Disney to buy Comcast’s Hulu stake

Disney on Wednesday announced it will acquire the remaining 33% stake in Hulu held by Comcast’s NBCUniversal.

The two already had an arrangement where Comcast could sell to Disney, and Comcast exercised its right under the earlier agreement Wednesday, Disney said.

Disney currently holds a 67% stake in Hulu.

Under terms of the arrangement, Disney will pay NBCU approximately $8.61 billion – reflecting NBCU’s percentage of the $27.5 billion guaranteed floor value that was set when the companies first made the agreement in 2019.  However, that price could change.  The companies agreed to an appraisal process to assess Hulu’s equity fair value as of September 30, 203. If that determines Hulu’s value is more than $27.5 billion, Disney will pay NBCU the difference between the floor value of the stake and its fair-market value.

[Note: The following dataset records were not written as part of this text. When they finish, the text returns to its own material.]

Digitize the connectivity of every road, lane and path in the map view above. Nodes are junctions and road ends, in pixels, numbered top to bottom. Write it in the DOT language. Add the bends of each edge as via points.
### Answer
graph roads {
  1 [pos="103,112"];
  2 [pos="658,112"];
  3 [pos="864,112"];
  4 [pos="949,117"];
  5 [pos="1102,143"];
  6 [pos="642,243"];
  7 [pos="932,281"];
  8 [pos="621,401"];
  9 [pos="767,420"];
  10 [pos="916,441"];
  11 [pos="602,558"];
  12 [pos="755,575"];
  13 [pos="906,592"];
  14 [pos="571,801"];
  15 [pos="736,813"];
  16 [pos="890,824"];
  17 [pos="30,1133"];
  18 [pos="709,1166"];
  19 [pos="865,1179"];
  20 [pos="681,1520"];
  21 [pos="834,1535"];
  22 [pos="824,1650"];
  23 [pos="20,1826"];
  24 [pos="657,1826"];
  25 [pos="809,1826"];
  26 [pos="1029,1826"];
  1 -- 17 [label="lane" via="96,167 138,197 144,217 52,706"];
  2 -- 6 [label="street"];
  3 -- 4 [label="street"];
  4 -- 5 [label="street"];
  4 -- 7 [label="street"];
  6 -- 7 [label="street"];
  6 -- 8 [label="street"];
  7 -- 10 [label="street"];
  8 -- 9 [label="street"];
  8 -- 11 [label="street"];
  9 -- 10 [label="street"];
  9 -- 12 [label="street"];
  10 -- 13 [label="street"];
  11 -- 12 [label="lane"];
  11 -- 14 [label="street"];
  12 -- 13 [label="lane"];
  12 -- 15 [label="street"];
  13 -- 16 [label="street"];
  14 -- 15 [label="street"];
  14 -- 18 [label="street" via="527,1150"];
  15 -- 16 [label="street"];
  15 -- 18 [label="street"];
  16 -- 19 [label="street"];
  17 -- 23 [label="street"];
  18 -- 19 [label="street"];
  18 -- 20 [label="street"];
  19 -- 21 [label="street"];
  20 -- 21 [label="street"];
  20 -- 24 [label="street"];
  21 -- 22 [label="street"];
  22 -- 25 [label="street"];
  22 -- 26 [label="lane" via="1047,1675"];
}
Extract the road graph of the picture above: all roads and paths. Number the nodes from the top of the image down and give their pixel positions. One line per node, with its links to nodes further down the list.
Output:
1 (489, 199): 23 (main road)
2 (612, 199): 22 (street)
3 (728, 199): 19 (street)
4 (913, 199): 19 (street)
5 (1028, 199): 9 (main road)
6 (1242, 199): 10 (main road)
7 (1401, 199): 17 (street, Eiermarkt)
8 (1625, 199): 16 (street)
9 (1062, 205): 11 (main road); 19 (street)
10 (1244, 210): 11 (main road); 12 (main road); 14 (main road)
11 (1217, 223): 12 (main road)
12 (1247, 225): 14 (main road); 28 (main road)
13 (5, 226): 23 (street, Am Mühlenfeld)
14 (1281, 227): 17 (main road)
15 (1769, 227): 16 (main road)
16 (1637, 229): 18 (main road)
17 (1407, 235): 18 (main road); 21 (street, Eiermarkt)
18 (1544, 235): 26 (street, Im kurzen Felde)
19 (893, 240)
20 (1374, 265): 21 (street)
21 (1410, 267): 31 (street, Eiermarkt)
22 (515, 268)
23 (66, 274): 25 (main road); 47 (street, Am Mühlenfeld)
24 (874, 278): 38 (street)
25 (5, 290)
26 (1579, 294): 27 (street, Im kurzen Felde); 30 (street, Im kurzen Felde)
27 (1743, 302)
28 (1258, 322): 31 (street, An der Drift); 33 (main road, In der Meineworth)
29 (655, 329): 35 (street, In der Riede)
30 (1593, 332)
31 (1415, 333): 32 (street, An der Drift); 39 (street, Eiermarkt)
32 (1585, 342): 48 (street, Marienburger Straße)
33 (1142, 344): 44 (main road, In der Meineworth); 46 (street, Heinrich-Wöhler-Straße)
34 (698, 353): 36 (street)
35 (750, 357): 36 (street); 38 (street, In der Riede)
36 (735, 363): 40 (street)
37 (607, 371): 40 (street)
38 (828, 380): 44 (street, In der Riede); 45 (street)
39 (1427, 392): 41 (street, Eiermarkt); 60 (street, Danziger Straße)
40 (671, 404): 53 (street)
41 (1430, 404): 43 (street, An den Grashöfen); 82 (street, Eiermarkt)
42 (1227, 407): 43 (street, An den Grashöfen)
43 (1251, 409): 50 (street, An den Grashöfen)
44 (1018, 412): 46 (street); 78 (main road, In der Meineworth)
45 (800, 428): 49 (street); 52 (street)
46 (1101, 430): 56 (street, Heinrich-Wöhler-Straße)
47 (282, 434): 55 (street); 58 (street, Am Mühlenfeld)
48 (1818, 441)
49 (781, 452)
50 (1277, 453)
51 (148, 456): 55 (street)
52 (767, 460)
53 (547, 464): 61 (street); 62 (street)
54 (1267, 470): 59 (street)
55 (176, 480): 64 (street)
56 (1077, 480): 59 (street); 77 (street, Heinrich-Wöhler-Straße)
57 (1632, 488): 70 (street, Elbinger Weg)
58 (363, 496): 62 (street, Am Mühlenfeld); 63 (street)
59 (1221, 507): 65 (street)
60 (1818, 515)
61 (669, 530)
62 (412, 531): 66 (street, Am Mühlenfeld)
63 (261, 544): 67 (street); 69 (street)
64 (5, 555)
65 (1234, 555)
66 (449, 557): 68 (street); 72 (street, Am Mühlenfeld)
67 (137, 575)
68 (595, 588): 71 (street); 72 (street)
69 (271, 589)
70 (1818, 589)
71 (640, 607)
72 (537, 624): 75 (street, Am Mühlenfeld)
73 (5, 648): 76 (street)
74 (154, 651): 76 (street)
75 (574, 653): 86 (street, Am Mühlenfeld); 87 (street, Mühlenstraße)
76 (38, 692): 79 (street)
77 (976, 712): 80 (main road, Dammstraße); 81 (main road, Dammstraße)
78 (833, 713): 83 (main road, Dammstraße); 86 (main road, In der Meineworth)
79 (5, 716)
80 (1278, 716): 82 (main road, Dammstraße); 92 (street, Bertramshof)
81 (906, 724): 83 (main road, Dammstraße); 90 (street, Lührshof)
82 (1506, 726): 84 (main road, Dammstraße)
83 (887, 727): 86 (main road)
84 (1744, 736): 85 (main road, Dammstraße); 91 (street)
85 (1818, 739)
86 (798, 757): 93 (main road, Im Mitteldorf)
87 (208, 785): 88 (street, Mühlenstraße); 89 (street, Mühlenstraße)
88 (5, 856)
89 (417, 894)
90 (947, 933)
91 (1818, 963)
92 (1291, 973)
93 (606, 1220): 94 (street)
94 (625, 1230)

Disney expects the appraisal process to be completed during 2024. Disney said the acquisition of Comcast’s Hulu stake to “will further Disney’s streaming objectives.”

Since 2019 Hulu has grown to a current base of 44 million for its AVOD/SVOD service. Virtual MVPD Hulu + Live TV counted 4.3 million subscribers as of the end of Disney’s fiscal year 2023 third quarter

In September Comcast and Disney announced they were bumping up the timeline to kick off the sale process for Hulu, accelerating the original January 2024 date to the end of September 2023.

Comcast CEO Brian Roberts discussed the new date and sale process during a September investor conference, suggesting the company could be poised for a much higher payday than the tentative value ascribed to Hulu in 2019.

“You know, the minimum number of $27.5 [billion] that people have bandied about, that was just a hypothetical that we picked five years ago because Disney had control of the company,” Roberts said at the investor event. “The company is way more valuable today than it was then.”

The appraisal process needs to value the assets based on what a hypothetical auction or sale process and what Comcast, Disney or hypothetical suitors such as tech players would pay for it. Roberts pointed to Hulu’s position in the streaming space, as well as content and bundling benefits a buyer would get as contributing to value.

“No one’s ever sold a pure play, or auctioned off a pure play streaming asset that’s in this kind of position. That’s a scarce, kingmaker asset, whoever would get that,” Roberts commented.